Secondly, active work was done to support the resolution of debt risks for financing platforms. A series of policies for financial support in resolving financing platform debt risks were promoted, a statistical monitoring and inquiry system for financing platform debt was established, and the standardized and orderly exit of financing platforms was facilitated. Thirdly, support was provided for the stable and healthy development of the real estate market. Minimum down payment ratios for mortgages were lowered, the national floor on mortgage interest rate policies was removed, interest rates on housing provident fund loans were reduced, efforts were made to lower existing mortgage rates, relending facilities for affordable housing were established, the financial policy system for housing rental was improved, and the acceleration of a new model for real estate development was promoted.

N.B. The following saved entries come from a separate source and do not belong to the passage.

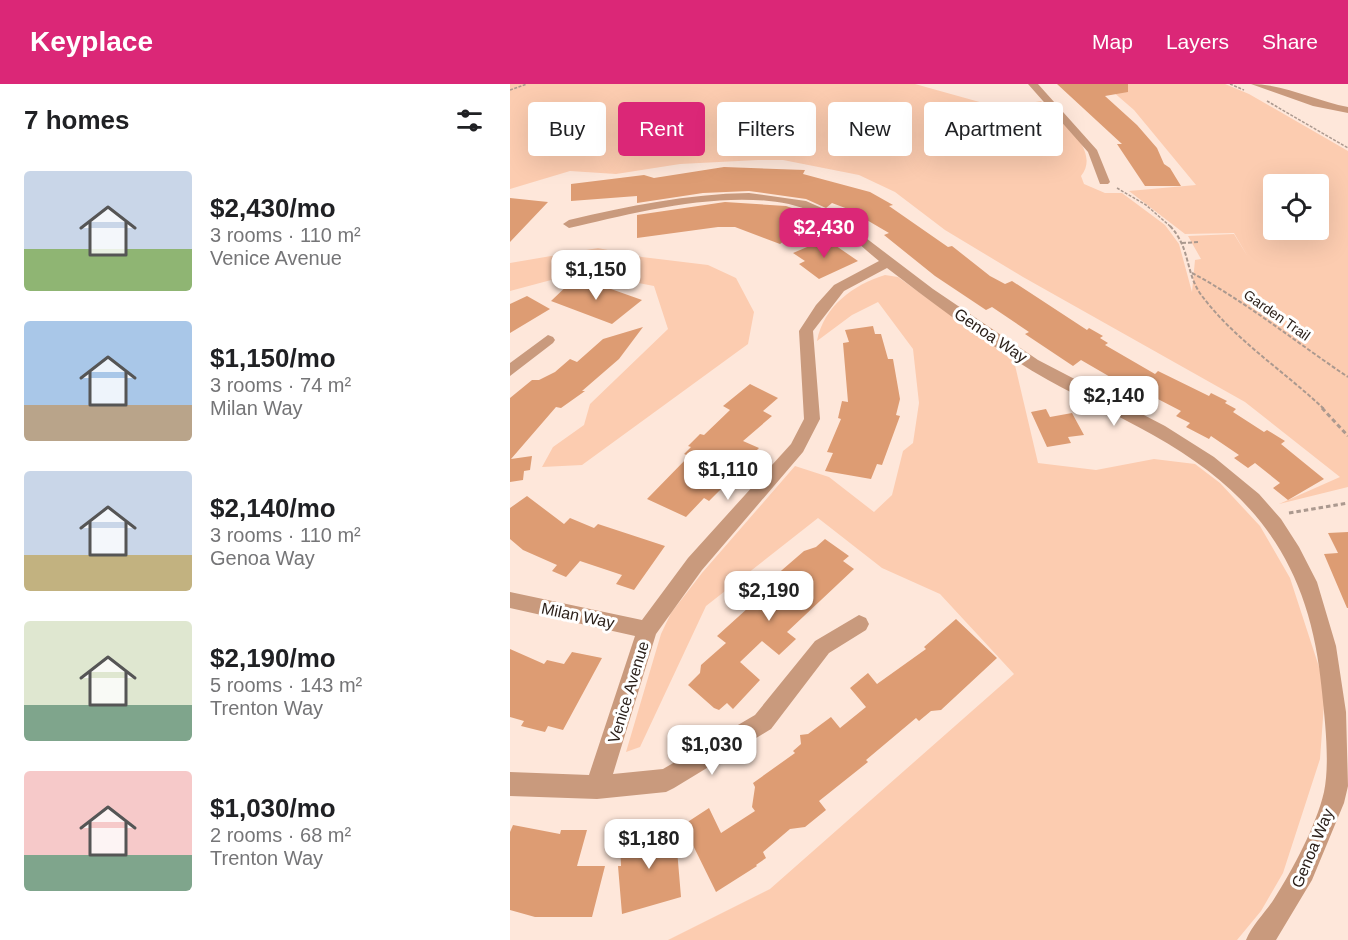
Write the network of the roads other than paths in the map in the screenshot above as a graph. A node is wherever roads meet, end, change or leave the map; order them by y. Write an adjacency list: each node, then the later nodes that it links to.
1 (1033, 84): 4 (street)
2 (1256, 84): 3 (street)
3 (1348, 110)
4 (1104, 182)
5 (569, 224): 6 (street, Genoa Way)
6 (888, 262): 11 (street, Venice Avenue); 14 (street, Genoa Way)
7 (548, 340): 8 (street)
8 (510, 370)
9 (510, 600): 11 (street, Milan Way)
10 (859, 624): 13 (street)
11 (647, 630): 13 (street, Venice Avenue)
12 (510, 784): 13 (street)
13 (597, 787)
14 (1259, 940)

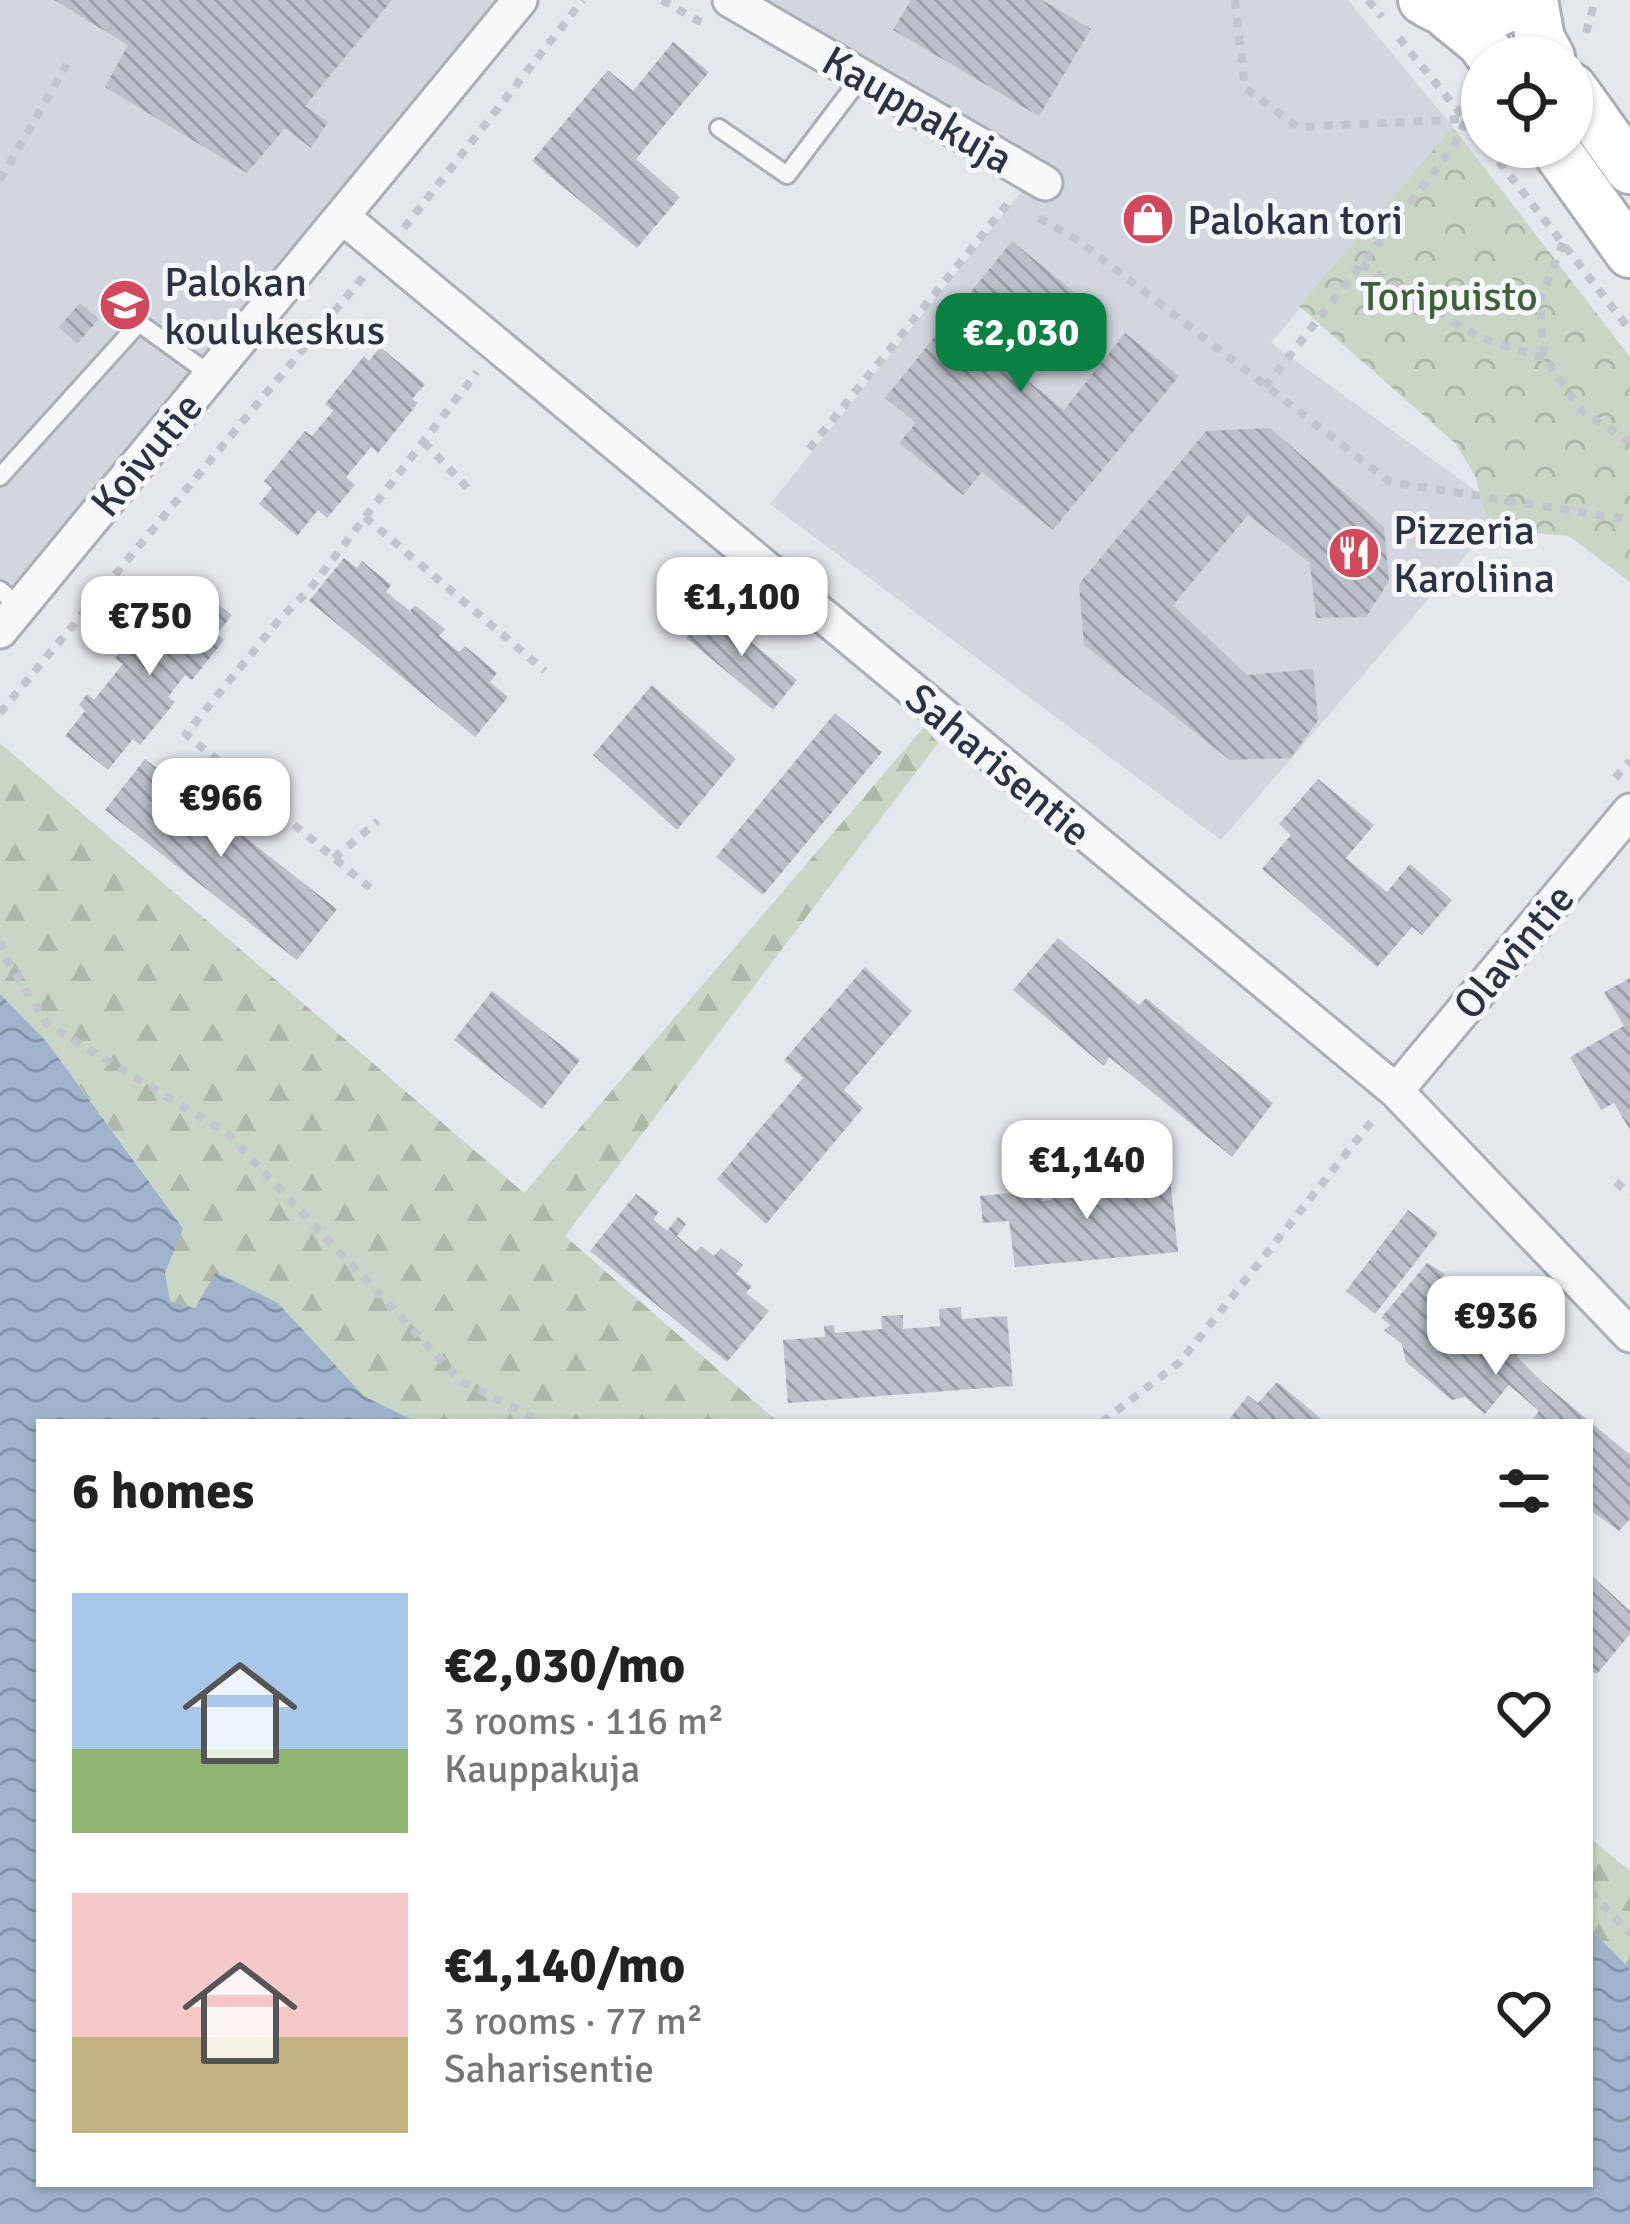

Fourthly, the central bank's functions for maintaining financial market stability were further expanded. Based on market principles, two new instruments were created: a swap facility for securities companies, fund companies, and insurance companies, and a relending tool to support share buybacks and increased holdings, thereby supporting the stable development of the capital market. Risk warnings were issued regarding long-term government bond yields, communication with the market was strengthened to prevent potential market risks from a one-sided decline in long-term bond yields. The dual-pillar management framework of "macro-prudential assessment + micro-level supervision" for the foreign exchange market was enhanced, effectively maintaining its stable operation.

Fifthly, risk disposal for key institutions and regions was steadily advanced. Through coordination between the central and local governments, reforms and risk mitigation for local small and medium-sized financial institutions progressed orderly under a "one province, one policy" approach. Adhering to market-oriented and rule-of-law principles, risks in small and medium-sized banks were addressed through various methods such as mergers, reorganizations, and market exits, leading to a significant reduction in the number of high-risk small and medium-sized banks. Sixthly, the construction of a financial stability safeguard system was promoted. The legislative process for the Financial Stability Law and the revision of the "Law of the People's Bank of China" were accelerated. Resources for risk disposal were continuously strengthened, the collection of deposit insurance fund premiums and the fundraising for the financial stability guarantee fund proceeded orderly, and efforts were made to improve the management rules for the financial stability guarantee fund to better support the resolution of risks in high-risk institutions. Currently, China's financial sector is operating with overall stability, financial risks are generally contained and controllable, and the operational and regulatory indicators of financial institutions are within a reasonable range.